What the task requires:
Where a picture appears in the data below, exclude it; restate everything else word for word.

::::::

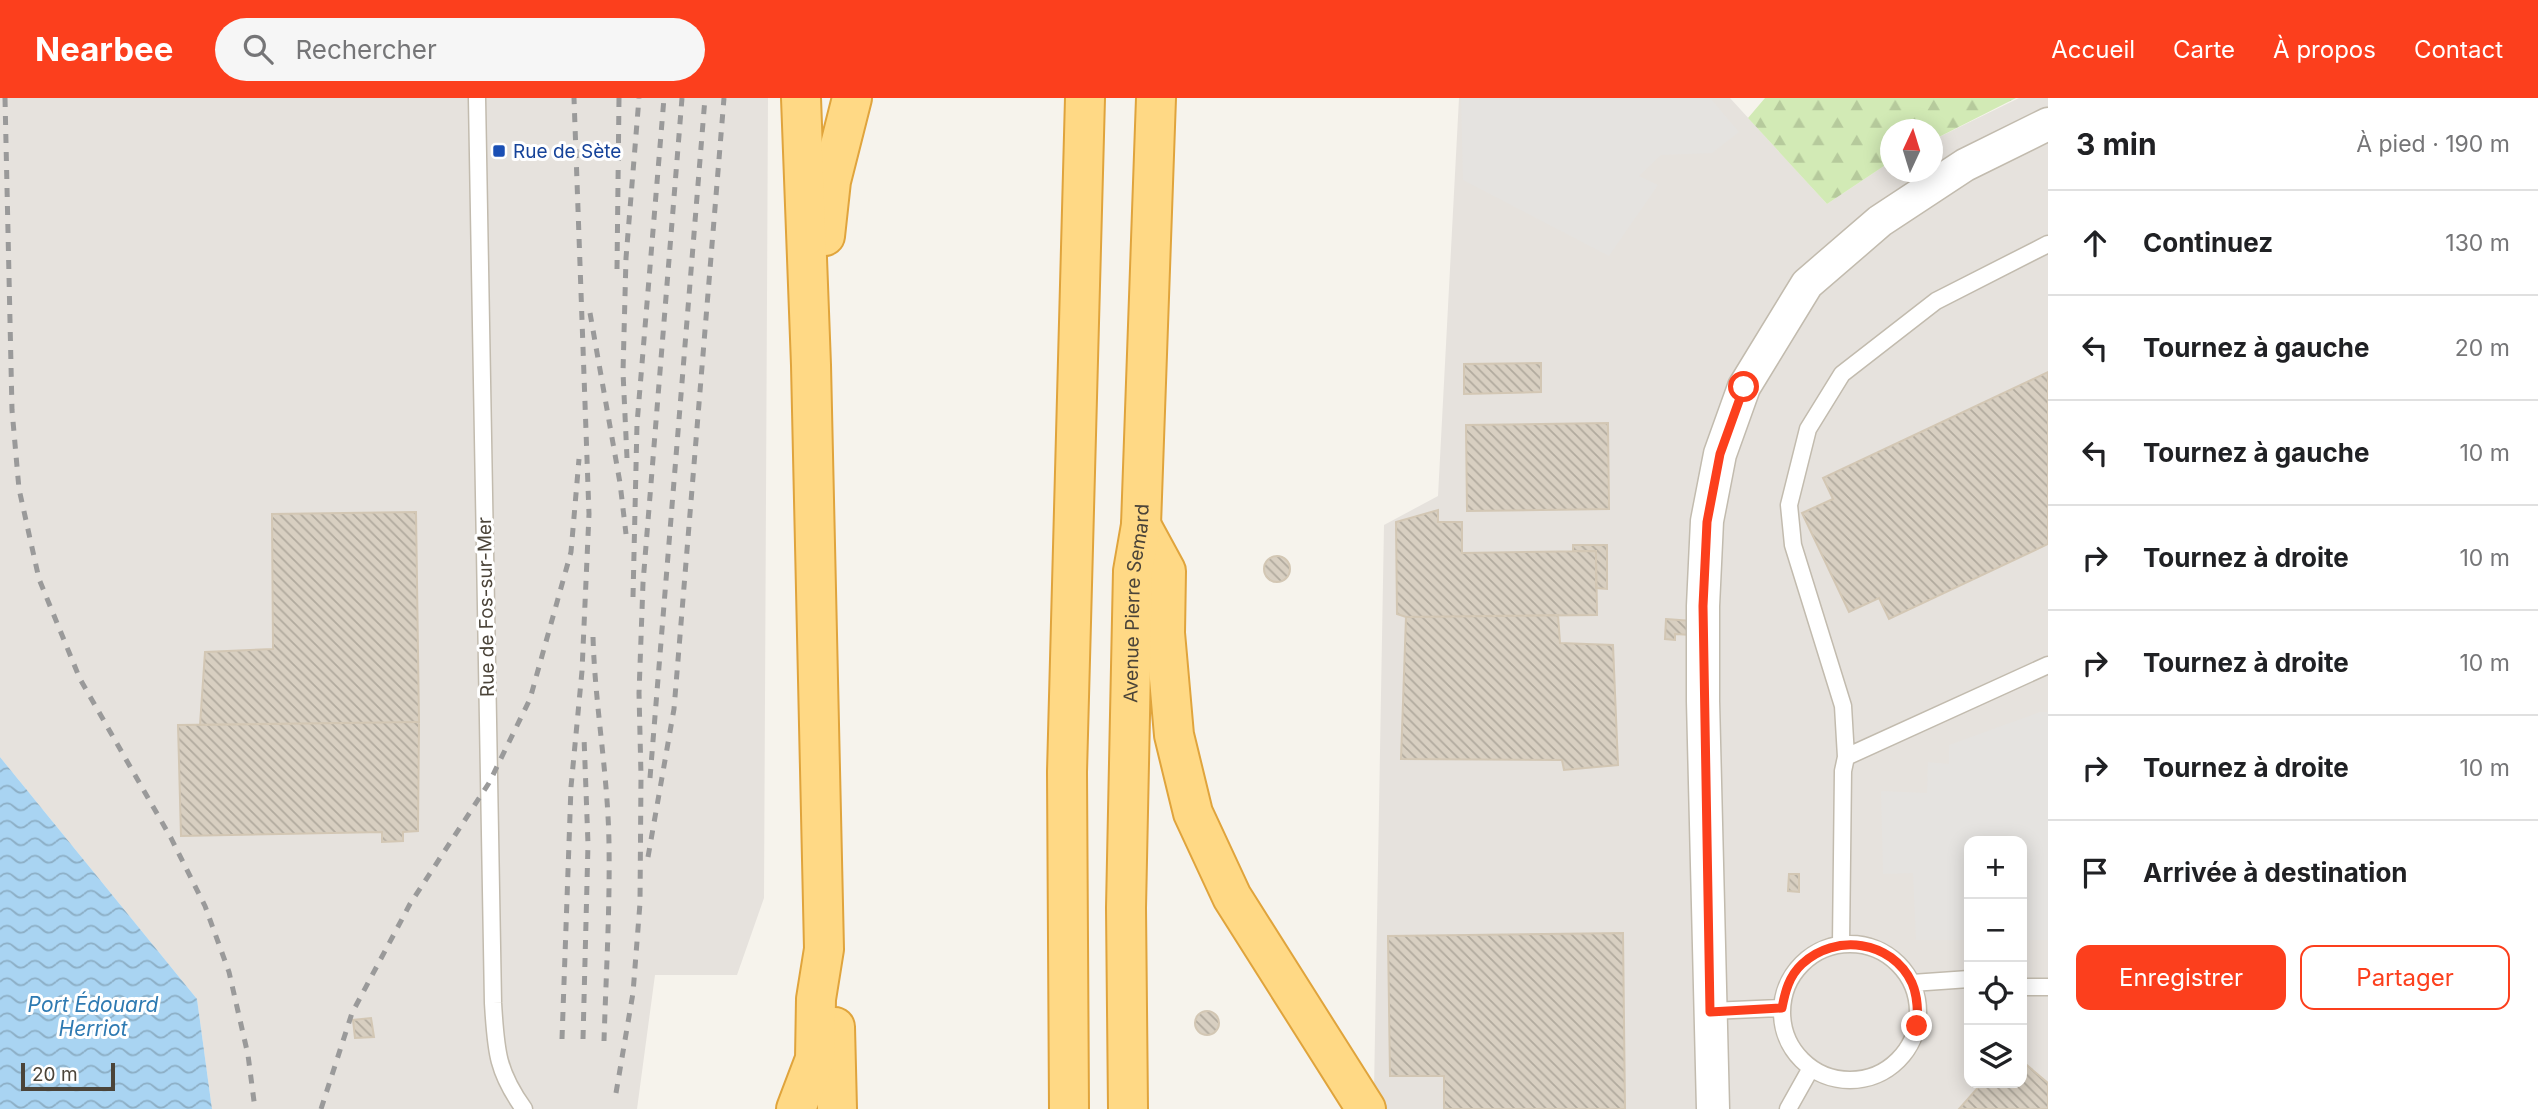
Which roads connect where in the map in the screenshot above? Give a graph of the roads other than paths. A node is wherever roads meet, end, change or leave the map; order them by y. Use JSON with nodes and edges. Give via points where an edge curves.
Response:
{"nodes":[{"id":1,"x":477,"y":98,"type":"edge"},
{"id":2,"x":800,"y":98,"type":"edge"},
{"id":3,"x":852,"y":98,"type":"edge"},
{"id":4,"x":1085,"y":98,"type":"edge"},
{"id":5,"x":1156,"y":98,"type":"edge"},
{"id":6,"x":2048,"y":124,"type":"edge"},
{"id":7,"x":2048,"y":244,"type":"edge"},
{"id":8,"x":811,"y":365,"type":"junction"},
{"id":9,"x":1141,"y":525,"type":"junction"},
{"id":10,"x":2048,"y":665,"type":"edge"},
{"id":11,"x":1846,"y":757,"type":"junction"},
{"id":12,"x":1841,"y":944,"type":"junction"},
{"id":13,"x":824,"y":949,"type":"junction"},
{"id":14,"x":1964,"y":979,"type":"edge"},
{"id":15,"x":1912,"y":983,"type":"junction"},
{"id":16,"x":2027,"y":987,"type":"edge"},
{"id":17,"x":2048,"y":987,"type":"edge"},
{"id":18,"x":1782,"y":1008,"type":"junction"},
{"id":19,"x":1710,"y":1012,"type":"junction"},
{"id":20,"x":1811,"y":1068,"type":"junction"},
{"id":21,"x":524,"y":1109,"type":"edge"},
{"id":22,"x":796,"y":1109,"type":"edge"},
{"id":23,"x":837,"y":1109,"type":"edge"},
{"id":24,"x":1069,"y":1109,"type":"edge"},
{"id":25,"x":1128,"y":1109,"type":"edge"},
{"id":26,"x":1366,"y":1109,"type":"edge"},
{"id":27,"x":1713,"y":1109,"type":"edge"},
{"id":28,"x":1788,"y":1109,"type":"edge"}],
"edges":[{"from":1,"to":21,"type":"lane","name":"Rue de Fos-sur-Mer","via":[[493,1003],[501,1073]]},
{"from":2,"to":8,"type":"highway"},
{"from":3,"to":8,"type":"highway","via":[[831,181]]},
{"from":4,"to":24,"type":"highway","via":[[1068,759]]},
{"from":5,"to":9,"type":"highway","name":"Avenue Pierre Semard"},
{"from":6,"to":19,"type":"street","via":[[1955,172],[1880,221],[1807,284],[1744,387],[1720,454],[1707,522],[1704,570]]},
{"from":7,"to":11,"type":"lane","via":[[1936,301],[1842,374],[1808,429],[1789,505],[1793,545],[1843,706]]},
{"from":8,"to":13,"type":"highway"},
{"from":9,"to":25,"type":"highway","name":"Avenue Pierre Semard","via":[[1133,571]]},
{"from":9,"to":26,"type":"highway","via":[[1166,571],[1166,645],[1174,735],[1193,813],[1231,897]]},
{"from":10,"to":11,"type":"lane"},
{"from":11,"to":12,"type":"lane"},
{"from":12,"to":15,"type":"lane","via":[[1883,952],[1900,965]]},
{"from":12,"to":18,"type":"lane","via":[[1800,965],[1787,985]]},
{"from":13,"to":22,"type":"highway","via":[[816,999],[815,1059]]},
{"from":13,"to":23,"type":"highway","via":[[834,1000]]},
{"from":14,"to":15,"type":"lane"},
{"from":15,"to":20,"type":"lane","via":[[1918,1004],[1917,1026],[1910,1046],[1896,1063],[1855,1080],[1832,1078]]},
{"from":16,"to":17,"type":"lane"},
{"from":18,"to":19,"type":"lane"},
{"from":18,"to":20,"type":"lane","via":[[1784,1030],[1794,1051]]},
{"from":19,"to":27,"type":"street"},
{"from":20,"to":28,"type":"lane"}]}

::::::

Answer below:
Which roads connect where in the map in the screenshot above? Give a graph of the roads other than paths. A node is wherever roads meet, end, change or leave the map; order them by y. Use JSON with nodes and edges. Give via points where an edge curves.
Response:
{"nodes":[{"id":1,"x":477,"y":98,"type":"edge"},
{"id":2,"x":800,"y":98,"type":"edge"},
{"id":3,"x":852,"y":98,"type":"edge"},
{"id":4,"x":1085,"y":98,"type":"edge"},
{"id":5,"x":1156,"y":98,"type":"edge"},
{"id":6,"x":2048,"y":124,"type":"edge"},
{"id":7,"x":2048,"y":244,"type":"edge"},
{"id":8,"x":811,"y":365,"type":"junction"},
{"id":9,"x":1141,"y":525,"type":"junction"},
{"id":10,"x":2048,"y":665,"type":"edge"},
{"id":11,"x":1846,"y":757,"type":"junction"},
{"id":12,"x":1841,"y":944,"type":"junction"},
{"id":13,"x":824,"y":949,"type":"junction"},
{"id":14,"x":1964,"y":979,"type":"edge"},
{"id":15,"x":1912,"y":983,"type":"junction"},
{"id":16,"x":2027,"y":987,"type":"edge"},
{"id":17,"x":2048,"y":987,"type":"edge"},
{"id":18,"x":1782,"y":1008,"type":"junction"},
{"id":19,"x":1710,"y":1012,"type":"junction"},
{"id":20,"x":1811,"y":1068,"type":"junction"},
{"id":21,"x":524,"y":1109,"type":"edge"},
{"id":22,"x":796,"y":1109,"type":"edge"},
{"id":23,"x":837,"y":1109,"type":"edge"},
{"id":24,"x":1069,"y":1109,"type":"edge"},
{"id":25,"x":1128,"y":1109,"type":"edge"},
{"id":26,"x":1366,"y":1109,"type":"edge"},
{"id":27,"x":1713,"y":1109,"type":"edge"},
{"id":28,"x":1788,"y":1109,"type":"edge"}],
"edges":[{"from":1,"to":21,"type":"lane","name":"Rue de Fos-sur-Mer","via":[[493,1003],[501,1073]]},
{"from":2,"to":8,"type":"highway"},
{"from":3,"to":8,"type":"highway","via":[[831,181]]},
{"from":4,"to":24,"type":"highway","via":[[1068,759]]},
{"from":5,"to":9,"type":"highway","name":"Avenue Pierre Semard"},
{"from":6,"to":19,"type":"street","via":[[1955,172],[1880,221],[1807,284],[1744,387],[1720,454],[1707,522],[1704,570]]},
{"from":7,"to":11,"type":"lane","via":[[1936,301],[1842,374],[1808,429],[1789,505],[1793,545],[1843,706]]},
{"from":8,"to":13,"type":"highway"},
{"from":9,"to":25,"type":"highway","name":"Avenue Pierre Semard","via":[[1133,571]]},
{"from":9,"to":26,"type":"highway","via":[[1166,571],[1166,645],[1174,735],[1193,813],[1231,897]]},
{"from":10,"to":11,"type":"lane"},
{"from":11,"to":12,"type":"lane"},
{"from":12,"to":15,"type":"lane","via":[[1883,952],[1900,965]]},
{"from":12,"to":18,"type":"lane","via":[[1800,965],[1787,985]]},
{"from":13,"to":22,"type":"highway","via":[[816,999],[815,1059]]},
{"from":13,"to":23,"type":"highway","via":[[834,1000]]},
{"from":14,"to":15,"type":"lane"},
{"from":15,"to":20,"type":"lane","via":[[1918,1004],[1917,1026],[1910,1046],[1896,1063],[1855,1080],[1832,1078]]},
{"from":16,"to":17,"type":"lane"},
{"from":18,"to":19,"type":"lane"},
{"from":18,"to":20,"type":"lane","via":[[1784,1030],[1794,1051]]},
{"from":19,"to":27,"type":"street"},
{"from":20,"to":28,"type":"lane"}]}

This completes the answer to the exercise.